• **Directions**:
Each line in the entries below that holds the word "NORMANDY" belongs in the answer.

• **Material to process**:
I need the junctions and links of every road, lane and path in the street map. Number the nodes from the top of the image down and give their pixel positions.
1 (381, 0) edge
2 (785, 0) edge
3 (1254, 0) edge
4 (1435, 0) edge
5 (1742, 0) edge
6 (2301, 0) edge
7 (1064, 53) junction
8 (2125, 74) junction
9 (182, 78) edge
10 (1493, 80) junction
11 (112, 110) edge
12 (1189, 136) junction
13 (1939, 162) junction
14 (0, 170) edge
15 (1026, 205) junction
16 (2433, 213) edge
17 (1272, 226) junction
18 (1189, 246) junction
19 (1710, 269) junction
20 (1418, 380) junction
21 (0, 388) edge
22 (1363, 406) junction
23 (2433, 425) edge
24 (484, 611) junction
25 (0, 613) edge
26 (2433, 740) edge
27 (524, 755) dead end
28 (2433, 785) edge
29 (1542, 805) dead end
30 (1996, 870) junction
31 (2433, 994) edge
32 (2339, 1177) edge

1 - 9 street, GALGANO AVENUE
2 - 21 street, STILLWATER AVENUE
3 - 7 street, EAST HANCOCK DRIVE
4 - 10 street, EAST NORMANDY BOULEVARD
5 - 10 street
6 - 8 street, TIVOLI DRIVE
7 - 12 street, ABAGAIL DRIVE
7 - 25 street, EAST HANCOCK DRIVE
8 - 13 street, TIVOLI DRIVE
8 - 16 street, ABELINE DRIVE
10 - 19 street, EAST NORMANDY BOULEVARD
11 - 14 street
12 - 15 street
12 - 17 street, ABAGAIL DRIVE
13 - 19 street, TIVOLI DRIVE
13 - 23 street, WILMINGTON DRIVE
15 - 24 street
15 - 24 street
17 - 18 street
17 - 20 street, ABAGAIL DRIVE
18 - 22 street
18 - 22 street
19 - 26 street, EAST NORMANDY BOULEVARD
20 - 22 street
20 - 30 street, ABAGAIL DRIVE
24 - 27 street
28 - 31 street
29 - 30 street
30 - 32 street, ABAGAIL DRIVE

• **Solution**:
4 - 10 street, EAST NORMANDY BOULEVARD
10 - 19 street, EAST NORMANDY BOULEVARD
19 - 26 street, EAST NORMANDY BOULEVARD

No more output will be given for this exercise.